Demographic and baseline disease characteristics were summarized with descriptive statistics and analysed with one-way ANOVA for continuous for continuous variables and χ2 tests for categorical variables. The Kaplan-Meier method was used to estimate the time-to-relapse rate after etanercept withdrawal. Time-to-relapse curves were compared between the group of patients received 12-week and 6-week treatment of etanercept through log-rank test. The influence of the following variables including age,duration of disease, onset age, BASDAI, ASDAS-CRP, C reaction protein(CRP), and erythrocyte sedimentation rate(ESR) was examined using the Cox proportional hazards model to evaluate at etanercept withdrawal on time-to-relapse.

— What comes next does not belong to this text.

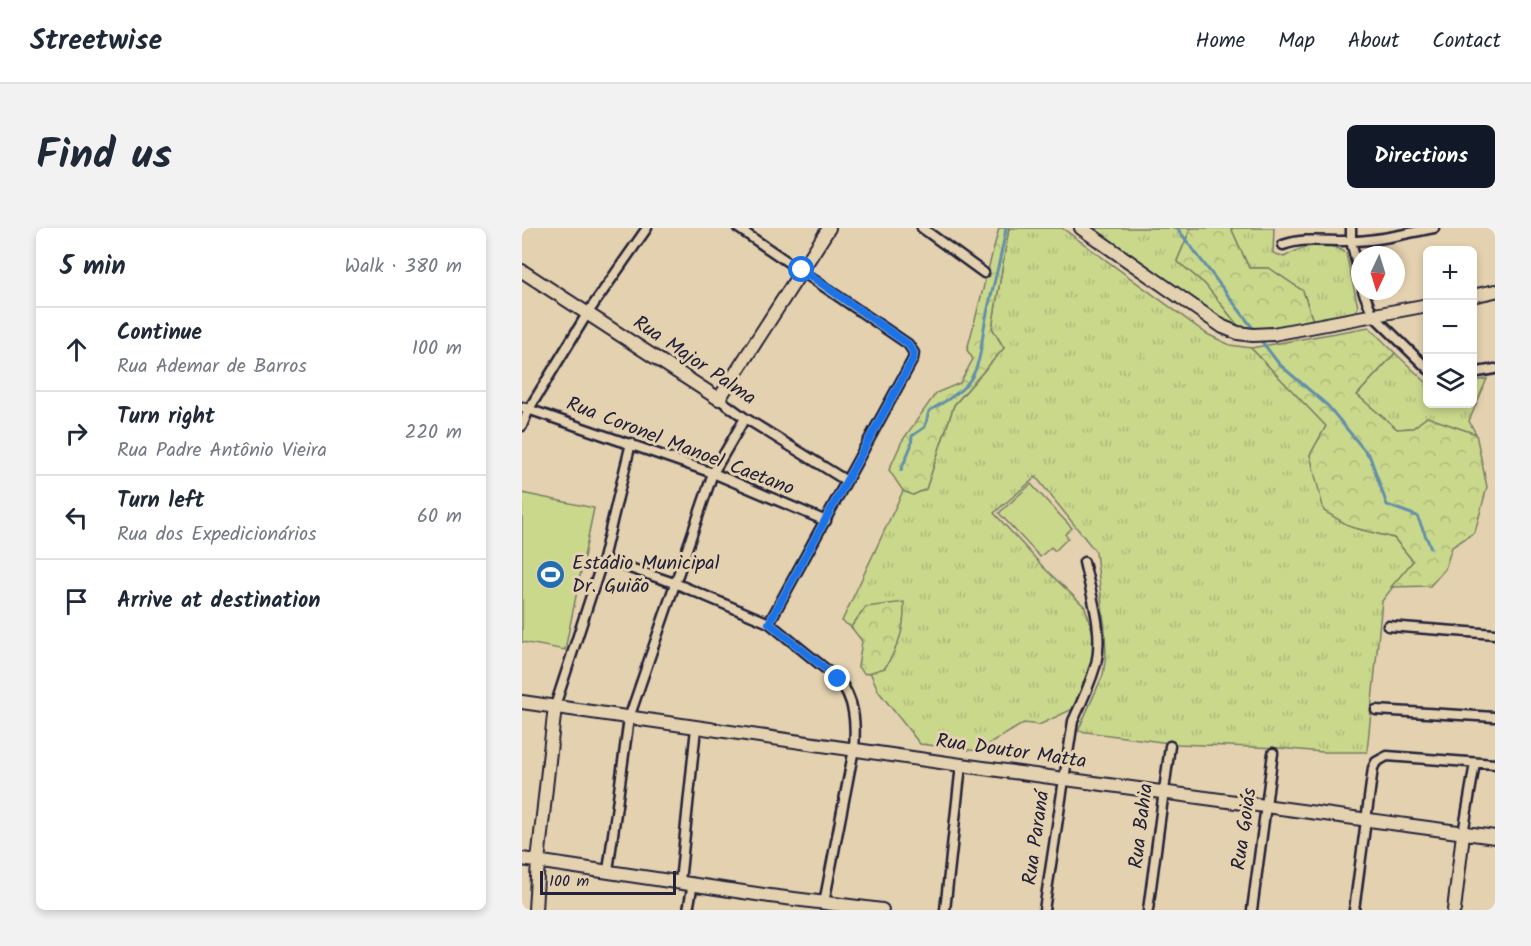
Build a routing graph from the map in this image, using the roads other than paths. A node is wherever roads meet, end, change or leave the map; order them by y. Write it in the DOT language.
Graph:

Every continuous variable was divided into 3 categories at approximately the 33% and 67% at first19. If the relative relapse rates were not significantly different in 2 contiguous categories, they were gathered together. If no clear difference was observed in 3 categories, the median was used as a cut-off point. Normal value such as 6 mg/L for CRP level were tested. The proportional hazards model was used to study the effect of each factor on time-to-relapse and identify the independent prognostic factors. Relapse rates are presented as estimate with standard error (SE), follow-up times as median (interquartile range), and hazard ratio as estimate with 95% confidence interval.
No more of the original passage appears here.